- [What you need to do] Without leaving out a single line, copy the records exactly.

- [Data extract]
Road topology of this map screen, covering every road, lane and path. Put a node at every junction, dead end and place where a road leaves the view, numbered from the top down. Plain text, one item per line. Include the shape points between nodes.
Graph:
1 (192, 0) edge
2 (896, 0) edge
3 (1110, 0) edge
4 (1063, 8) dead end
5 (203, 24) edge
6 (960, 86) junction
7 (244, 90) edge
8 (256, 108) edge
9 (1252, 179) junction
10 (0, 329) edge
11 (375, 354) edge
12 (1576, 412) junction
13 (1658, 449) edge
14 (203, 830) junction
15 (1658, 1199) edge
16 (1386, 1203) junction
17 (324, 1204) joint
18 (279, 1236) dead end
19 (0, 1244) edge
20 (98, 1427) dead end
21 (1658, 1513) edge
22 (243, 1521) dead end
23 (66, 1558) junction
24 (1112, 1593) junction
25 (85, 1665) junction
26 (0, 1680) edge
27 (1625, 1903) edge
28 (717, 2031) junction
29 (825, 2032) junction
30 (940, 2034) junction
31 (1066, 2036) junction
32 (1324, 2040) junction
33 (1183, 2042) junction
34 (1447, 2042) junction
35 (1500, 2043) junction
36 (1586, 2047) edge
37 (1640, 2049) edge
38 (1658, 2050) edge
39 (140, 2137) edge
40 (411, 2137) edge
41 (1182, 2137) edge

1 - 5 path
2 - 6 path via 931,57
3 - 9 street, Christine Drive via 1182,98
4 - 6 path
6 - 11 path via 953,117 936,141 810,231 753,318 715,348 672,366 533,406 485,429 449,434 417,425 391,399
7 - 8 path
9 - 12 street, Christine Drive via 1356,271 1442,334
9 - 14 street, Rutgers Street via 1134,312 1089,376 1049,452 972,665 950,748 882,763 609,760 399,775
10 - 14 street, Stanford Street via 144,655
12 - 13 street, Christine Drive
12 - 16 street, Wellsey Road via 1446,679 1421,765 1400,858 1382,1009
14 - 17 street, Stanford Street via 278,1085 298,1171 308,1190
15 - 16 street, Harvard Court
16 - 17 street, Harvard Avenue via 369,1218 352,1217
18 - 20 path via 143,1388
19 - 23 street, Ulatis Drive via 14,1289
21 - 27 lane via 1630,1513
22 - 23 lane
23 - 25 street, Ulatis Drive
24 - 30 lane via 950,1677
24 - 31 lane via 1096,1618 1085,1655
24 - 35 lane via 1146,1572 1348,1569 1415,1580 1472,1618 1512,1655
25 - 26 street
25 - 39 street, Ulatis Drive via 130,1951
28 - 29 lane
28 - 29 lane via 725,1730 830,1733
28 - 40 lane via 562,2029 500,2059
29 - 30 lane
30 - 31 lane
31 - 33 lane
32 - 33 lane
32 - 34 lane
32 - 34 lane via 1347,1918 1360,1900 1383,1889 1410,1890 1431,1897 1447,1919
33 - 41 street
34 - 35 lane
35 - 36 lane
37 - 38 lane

- [Result of the task]
Road topology of this map screen, covering every road, lane and path. Put a node at every junction, dead end and place where a road leaves the view, numbered from the top down. Plain text, one item per line. Include the shape points between nodes.
Graph:
1 (192, 0) edge
2 (896, 0) edge
3 (1110, 0) edge
4 (1063, 8) dead end
5 (203, 24) edge
6 (960, 86) junction
7 (244, 90) edge
8 (256, 108) edge
9 (1252, 179) junction
10 (0, 329) edge
11 (375, 354) edge
12 (1576, 412) junction
13 (1658, 449) edge
14 (203, 830) junction
15 (1658, 1199) edge
16 (1386, 1203) junction
17 (324, 1204) joint
18 (279, 1236) dead end
19 (0, 1244) edge
20 (98, 1427) dead end
21 (1658, 1513) edge
22 (243, 1521) dead end
23 (66, 1558) junction
24 (1112, 1593) junction
25 (85, 1665) junction
26 (0, 1680) edge
27 (1625, 1903) edge
28 (717, 2031) junction
29 (825, 2032) junction
30 (940, 2034) junction
31 (1066, 2036) junction
32 (1324, 2040) junction
33 (1183, 2042) junction
34 (1447, 2042) junction
35 (1500, 2043) junction
36 (1586, 2047) edge
37 (1640, 2049) edge
38 (1658, 2050) edge
39 (140, 2137) edge
40 (411, 2137) edge
41 (1182, 2137) edge

1 - 5 path
2 - 6 path via 931,57
3 - 9 street, Christine Drive via 1182,98
4 - 6 path
6 - 11 path via 953,117 936,141 810,231 753,318 715,348 672,366 533,406 485,429 449,434 417,425 391,399
7 - 8 path
9 - 12 street, Christine Drive via 1356,271 1442,334
9 - 14 street, Rutgers Street via 1134,312 1089,376 1049,452 972,665 950,748 882,763 609,760 399,775
10 - 14 street, Stanford Street via 144,655
12 - 13 street, Christine Drive
12 - 16 street, Wellsey Road via 1446,679 1421,765 1400,858 1382,1009
14 - 17 street, Stanford Street via 278,1085 298,1171 308,1190
15 - 16 street, Harvard Court
16 - 17 street, Harvard Avenue via 369,1218 352,1217
18 - 20 path via 143,1388
19 - 23 street, Ulatis Drive via 14,1289
21 - 27 lane via 1630,1513
22 - 23 lane
23 - 25 street, Ulatis Drive
24 - 30 lane via 950,1677
24 - 31 lane via 1096,1618 1085,1655
24 - 35 lane via 1146,1572 1348,1569 1415,1580 1472,1618 1512,1655
25 - 26 street
25 - 39 street, Ulatis Drive via 130,1951
28 - 29 lane
28 - 29 lane via 725,1730 830,1733
28 - 40 lane via 562,2029 500,2059
29 - 30 lane
30 - 31 lane
31 - 33 lane
32 - 33 lane
32 - 34 lane
32 - 34 lane via 1347,1918 1360,1900 1383,1889 1410,1890 1431,1897 1447,1919
33 - 41 street
34 - 35 lane
35 - 36 lane
37 - 38 lane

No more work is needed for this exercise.